Today is one of those "off" days us Fibrates experience quite often, actually. Some days I wake up and feel great, others I wake up and right out the gate feel like crap. Well this was one of those days. I opened my eyes to the phone ringing, the stupid pharmacy calling to remind me to pick up my prescription. This is the same pharmacy that will "automatically" refill prescriptions even though I have to get them from mail order. Tryin' to get one over on me! Anyway, I feel that tightness in my neck and throbbing in my head that is so familiar. Once I get up I am hurting all over and already in a BAD mood. What is so different today from yesterday? Why do I feel good one day and awful the next? These are the issues we deal with when we have this strange illness called Fibromyalgia. So I walked the pups but did not do yoga, needed my caffeine too badly!

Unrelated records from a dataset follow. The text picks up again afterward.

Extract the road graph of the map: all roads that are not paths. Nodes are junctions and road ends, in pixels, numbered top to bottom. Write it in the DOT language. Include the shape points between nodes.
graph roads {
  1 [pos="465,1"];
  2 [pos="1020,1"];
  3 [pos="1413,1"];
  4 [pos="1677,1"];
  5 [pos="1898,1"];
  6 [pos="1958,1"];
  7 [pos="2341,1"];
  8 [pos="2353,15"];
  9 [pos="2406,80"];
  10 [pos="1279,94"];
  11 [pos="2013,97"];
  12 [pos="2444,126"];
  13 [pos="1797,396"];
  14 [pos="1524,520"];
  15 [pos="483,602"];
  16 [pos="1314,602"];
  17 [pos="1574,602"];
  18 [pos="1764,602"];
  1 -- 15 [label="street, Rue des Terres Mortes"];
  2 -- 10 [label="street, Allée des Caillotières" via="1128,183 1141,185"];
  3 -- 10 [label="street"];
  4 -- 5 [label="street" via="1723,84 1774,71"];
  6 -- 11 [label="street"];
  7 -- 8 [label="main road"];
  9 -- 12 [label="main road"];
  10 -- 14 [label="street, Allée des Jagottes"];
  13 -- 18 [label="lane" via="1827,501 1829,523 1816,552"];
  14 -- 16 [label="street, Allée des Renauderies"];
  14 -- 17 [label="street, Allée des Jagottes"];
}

Tried to get to work and got frustrated with my attempts to do anything and therefore accomplished nothing! Then I show up late to my neurologist appointment after hitting every red light possible and at this point I am ready to scream, pull my hair out and smash a window.
This weekend was a rough one for me. It was that wonderful time of the month that usually precipitates a flare. Couple that with my reduced dosage of Prednisone and I was quite a nightmare to be around! I sat there listening to my husband lecture me about how when I am in a bad mood the whole room feels it. My aura is too big to be contained, I just radiate negativity. Thanks sweetheart! But sadly he is right. When I am in pain I may think I am saving him, or whoever is around me, from my wrath by keeping quiet. But I am still flinging that energy, that negative, desperate, angry energy around the room for everyone else to absorb. It is not fair to any of us, but I am sorry, I am not going to plaster a fake smile on my face and adopt a high-pitched cheerfulness to my voice when I feel like my body is ready to crack into 1,000 pieces! So what to do? When I figure it out I will start selling that and will surely make myself a millionaire!

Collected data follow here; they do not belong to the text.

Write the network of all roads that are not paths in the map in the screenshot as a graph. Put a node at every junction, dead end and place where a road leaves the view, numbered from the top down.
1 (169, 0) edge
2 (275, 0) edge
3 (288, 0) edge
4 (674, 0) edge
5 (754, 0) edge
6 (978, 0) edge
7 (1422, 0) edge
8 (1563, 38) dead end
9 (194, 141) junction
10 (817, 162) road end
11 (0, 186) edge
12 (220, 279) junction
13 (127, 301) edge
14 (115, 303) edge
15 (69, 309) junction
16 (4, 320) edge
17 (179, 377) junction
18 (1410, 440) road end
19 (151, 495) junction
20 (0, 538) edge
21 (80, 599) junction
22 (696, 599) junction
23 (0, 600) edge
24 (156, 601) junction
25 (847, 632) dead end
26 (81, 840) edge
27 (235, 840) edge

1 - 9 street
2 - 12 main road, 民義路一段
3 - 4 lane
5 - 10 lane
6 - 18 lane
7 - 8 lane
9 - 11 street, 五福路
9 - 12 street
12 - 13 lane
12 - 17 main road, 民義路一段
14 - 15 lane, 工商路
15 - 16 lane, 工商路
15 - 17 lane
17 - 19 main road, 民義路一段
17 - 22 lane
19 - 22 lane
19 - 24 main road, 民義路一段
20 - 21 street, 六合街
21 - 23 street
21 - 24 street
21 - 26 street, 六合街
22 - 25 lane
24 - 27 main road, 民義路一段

How can we combat this awful combination? How can we be allowed to feel without bringing down everyone around us? How do you combine pain and pleasantness? We have all been around perpetually negative people and they do indeed suck the energy out of the room. I really don't want to be that person! I have found two things which help me out of a funk and guide me back to a positive place. Yoga and laughter! Yoga stretches my sore, tight muscles, releases endorphins and psychologically I feel like I am doing something to help myself. And laughter, well, I don't really need to tell any of you how much a good belly laugh a day will do you. More than a few times I have sat down at my desk, that ready-to-kill mood oozing out of me and desperately scrolled through The Fibromyalgia Fun House wall until I come across some hilarious post or ridiculous comment thread that gets sillier and sillier as it goes on. Before I know it killing everyone does not sound nearly as attractive, I am laughing at the absurdity of life and find I have regrouped my psyche so I can get back on a positive platform. Life with a chronic illness is hard. Finding ways to manage it even harder. It is the little ways we can flip our thinking or change our mentality that make or break the difference between devastation and coping.
Thanks for joining,
Leah
I also try to keep quiet when the pain gets bad, most of the time I try to keep quiet, but wear my heart on my sleeve. You can pick up pretty quick how my day is going. I also do the same mundane answer if anyone asks besides my husband how my day is going, say OK. Because it is too hard to say how some days really are, I have heard every option need to try. If do wake up cranky, lord help whoever is around, then the anxiety is worse. I do yoga when can, that is not enough, or walking. I need to get back in the swing of it. My solance is reading, FB, fibro friends, tanning, my dogs and God. I keep my humor in tact because that has saved many days of badness. XO Sheila
ReplyDeleteWhen I'm having an especially cranky day, I find if I don't express it at all, I will stay cranky, and that helps no one. So I allow myself one brief outburst to get it out of my system and then immediately focus on something else. If it is something major, I will blog about it if I can.
ReplyDeleteKeeping a sense of humor is essential to my mental health, and I sense, my husband's as well.